N-Carbobenzyloxy-L-valine, commonly abbreviated as Z-Val-OH and identified by CAS 1149-26-4, is a chemically fascinating molecule whose structure dictates its extensive utility, particularly in organic synthesis and pharmaceutical manufacturing. Understanding its core chemical properties and synthesis pathways is key to appreciating its value.

Chemically, N-Carbobenzyloxy-L-valine is an N-protected amino acid. It is derived from L-valine, an essential branched-chain amino acid. The 'carbobenzyloxy' (Cbz or Z) group is attached to the alpha-amino group of L-valine. This Cbz group is a widely used protecting group in peptide chemistry and organic synthesis. Its main function is to render the amine less nucleophilic and basic, thereby preventing unwanted reactions such as self-condensation or undesired acylation/alkylation during synthetic steps. The bulky nature of the Cbz group also influences the conformation of the molecule and can affect the stereochemical outcome of reactions.

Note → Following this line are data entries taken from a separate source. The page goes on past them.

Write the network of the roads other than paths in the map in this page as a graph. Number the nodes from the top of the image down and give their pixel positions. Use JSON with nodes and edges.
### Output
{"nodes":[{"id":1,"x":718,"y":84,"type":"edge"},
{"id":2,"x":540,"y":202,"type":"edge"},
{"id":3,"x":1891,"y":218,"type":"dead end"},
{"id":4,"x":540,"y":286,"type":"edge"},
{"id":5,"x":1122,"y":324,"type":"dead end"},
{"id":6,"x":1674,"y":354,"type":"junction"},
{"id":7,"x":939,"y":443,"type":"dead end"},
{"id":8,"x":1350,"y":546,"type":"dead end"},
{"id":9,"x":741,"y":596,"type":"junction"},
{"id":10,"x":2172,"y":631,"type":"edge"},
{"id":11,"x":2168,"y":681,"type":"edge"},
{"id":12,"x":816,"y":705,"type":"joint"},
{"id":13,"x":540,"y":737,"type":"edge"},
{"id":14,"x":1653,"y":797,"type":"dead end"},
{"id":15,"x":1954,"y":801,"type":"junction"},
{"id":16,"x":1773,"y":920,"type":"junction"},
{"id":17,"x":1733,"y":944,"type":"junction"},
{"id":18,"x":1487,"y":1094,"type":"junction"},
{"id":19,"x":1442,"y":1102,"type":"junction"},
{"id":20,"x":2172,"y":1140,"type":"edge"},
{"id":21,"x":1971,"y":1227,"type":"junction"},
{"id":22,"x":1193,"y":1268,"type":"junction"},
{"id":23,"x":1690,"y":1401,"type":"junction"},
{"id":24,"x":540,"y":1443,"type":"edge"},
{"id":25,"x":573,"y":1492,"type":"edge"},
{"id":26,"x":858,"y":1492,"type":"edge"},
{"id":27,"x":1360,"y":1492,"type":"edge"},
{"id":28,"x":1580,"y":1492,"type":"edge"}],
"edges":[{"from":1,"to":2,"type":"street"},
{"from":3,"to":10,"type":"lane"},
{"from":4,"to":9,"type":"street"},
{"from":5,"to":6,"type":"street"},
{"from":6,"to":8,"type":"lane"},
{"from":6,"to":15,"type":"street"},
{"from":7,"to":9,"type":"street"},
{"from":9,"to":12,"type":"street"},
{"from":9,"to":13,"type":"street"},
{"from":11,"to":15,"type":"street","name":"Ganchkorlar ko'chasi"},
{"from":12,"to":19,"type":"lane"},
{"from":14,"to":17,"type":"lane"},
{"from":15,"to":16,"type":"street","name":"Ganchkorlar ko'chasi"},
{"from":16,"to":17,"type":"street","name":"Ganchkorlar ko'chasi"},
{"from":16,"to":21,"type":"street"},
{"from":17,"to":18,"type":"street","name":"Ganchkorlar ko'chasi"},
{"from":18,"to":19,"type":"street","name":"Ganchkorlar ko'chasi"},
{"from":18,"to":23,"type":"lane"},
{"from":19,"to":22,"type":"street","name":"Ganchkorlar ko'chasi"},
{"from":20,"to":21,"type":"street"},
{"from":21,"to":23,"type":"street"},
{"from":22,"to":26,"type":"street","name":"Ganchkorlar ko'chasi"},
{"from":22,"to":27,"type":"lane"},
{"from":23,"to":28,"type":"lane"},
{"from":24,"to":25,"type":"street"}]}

The physical properties of Z-Val-OH are also critical for its handling and application. It typically appears as a white to off-white crystalline powder. Its melting point is generally reported in the range of 62-64°C, indicating a relatively stable solid form at room temperature. With a molecular formula of C13H17NO4 and a molecular weight of approximately 251.28 g/mol, its exact composition is well-defined. The compound exhibits solubility in various organic solvents like acetic acid, DMSO, and ethanol, which is advantageous for its use in solution-phase reactions.

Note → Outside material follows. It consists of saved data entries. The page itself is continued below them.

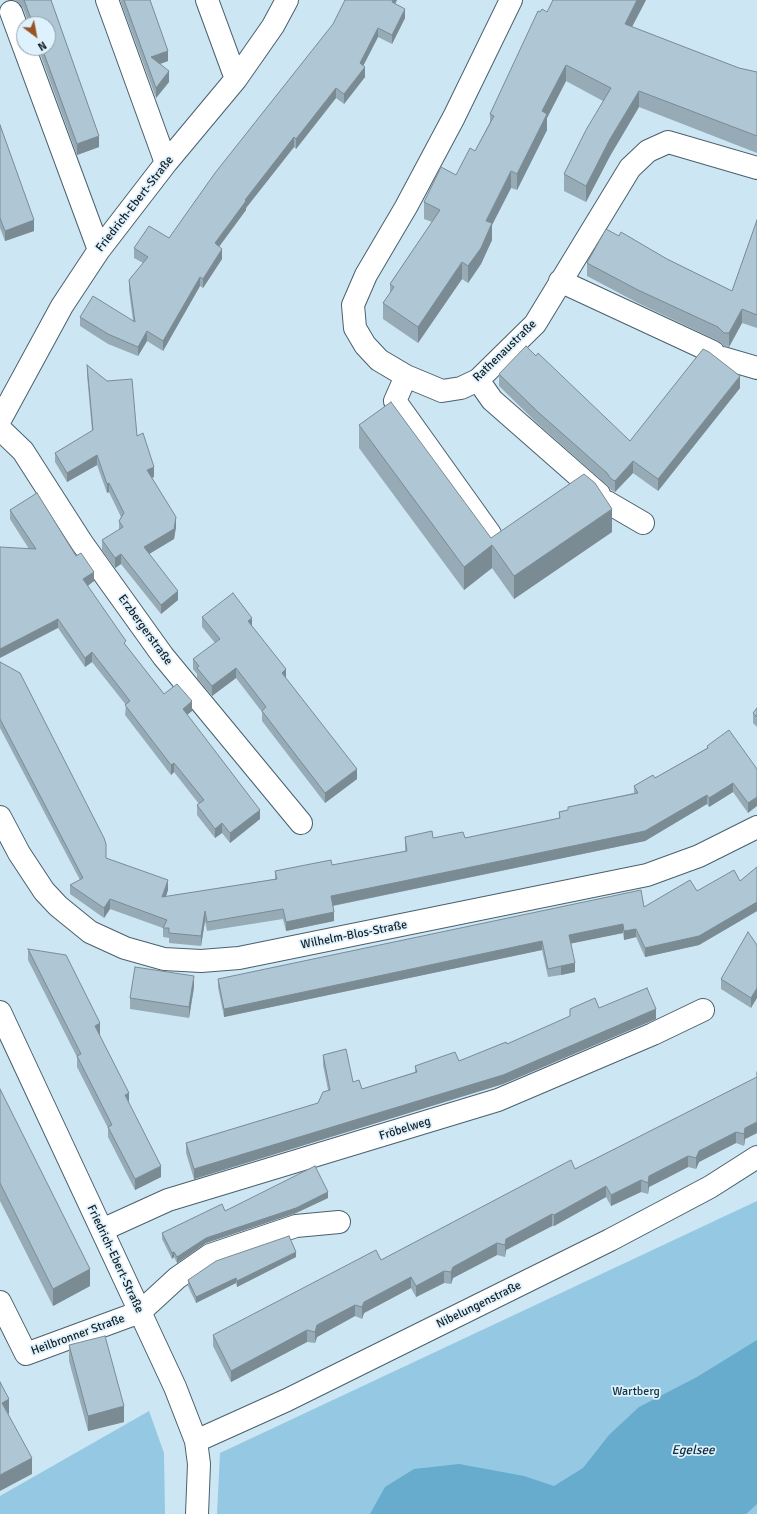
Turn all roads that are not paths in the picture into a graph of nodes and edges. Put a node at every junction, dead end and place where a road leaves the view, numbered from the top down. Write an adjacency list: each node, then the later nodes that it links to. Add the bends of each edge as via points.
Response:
1 (107, 0): 7 (street)
2 (207, 0): 6 (street)
3 (287, 0): 6 (street, Friedrich-Ebert-Straße, via 273,26)
4 (511, 0): 12 (street, Rathenaustraße, via 454,117 366,275 353,305 355,328 365,345 378,360)
5 (10, 12): 9 (street)
6 (236, 79): 7 (street, Friedrich-Ebert-Straße)
7 (166, 163): 9 (street, Friedrich-Ebert-Straße)
8 (757, 168): 10 (street, Rathenaustraße, via 668,142 648,150 630,168)
9 (99, 250): 14 (street, Friedrich-Ebert-Straße, via 62,306)
10 (560, 281): 11 (street, via 718,355); 13 (street, Rathenaustraße, via 535,324)
11 (757, 368)
12 (406, 376): 13 (street, Rathenaustraße, via 442,391 461,388); 17 (street, via 395,401)
13 (478, 380): 16 (street, via 492,400 603,498)
14 (0, 420)
15 (0, 429): 19 (street, Erzbergerstraße, via 23,451 82,543 163,656)
16 (643, 523)
17 (490, 534)
18 (0, 817): 20 (street, Wilhelm-Blos-Straße, via 19,853 44,891 90,932 125,948 164,959 201,961 239,958 647,875 699,856)
19 (301, 823)
20 (757, 827)
21 (703, 1010): 25 (street, Fröbelweg, via 498,1100 168,1200)
22 (0, 1012): 25 (street, Friedrich-Ebert-Straße)
23 (757, 1157): 28 (street, Nibelungenstraße, via 710,1187 603,1243 287,1400)
24 (339, 1222): 27 (street, via 296,1226 210,1255 177,1278)
25 (102, 1230): 27 (street, Friedrich-Ebert-Straße)
26 (0, 1302): 27 (street, Heilbronner Straße, via 26,1354)
27 (140, 1312): 28 (street, Friedrich-Ebert-Straße, via 175,1387)
28 (196, 1441): 29 (street, Friedrich-Ebert-Straße, via 199,1464)
29 (196, 1514)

The synthesis of N-Carbobenzyloxy-L-valine typically involves the reaction of L-valine with benzyl chloroformate (also known as Cbz-Cl) in the presence of a base. This reaction is a classic example of carbamate formation. Common bases used include sodium carbonate, sodium hydroxide, or potassium carbonate, often in an aqueous or mixed aqueous-organic solvent system. The reaction conditions, such as temperature, pH, and the choice of base and solvent, are carefully controlled to maximize yield and minimize by-product formation. Following the reaction, purification steps such as extraction, washing, and crystallization are employed to obtain the desired high-purity Z-Val-OH.

The strategic placement of the Cbz group is vital. Its stability under a range of reaction conditions, coupled with its selective removal by catalytic hydrogenation (e.g., H2/Pd) or treatment with strong acids (e.g., HBr in acetic acid), makes it a versatile protecting group. This ease of removal after its protective role is fulfilled is a hallmark of effective protecting group strategies in complex organic synthesis.

In summary, the chemistry of N-Carbobenzyloxy-L-valine is centered around the protective functionality of the Cbz group on L-valine. Its well-defined physical properties and the established synthesis pathways make it a reliable and indispensable intermediate for chemists working on intricate molecular constructions, especially within the pharmaceutical industry.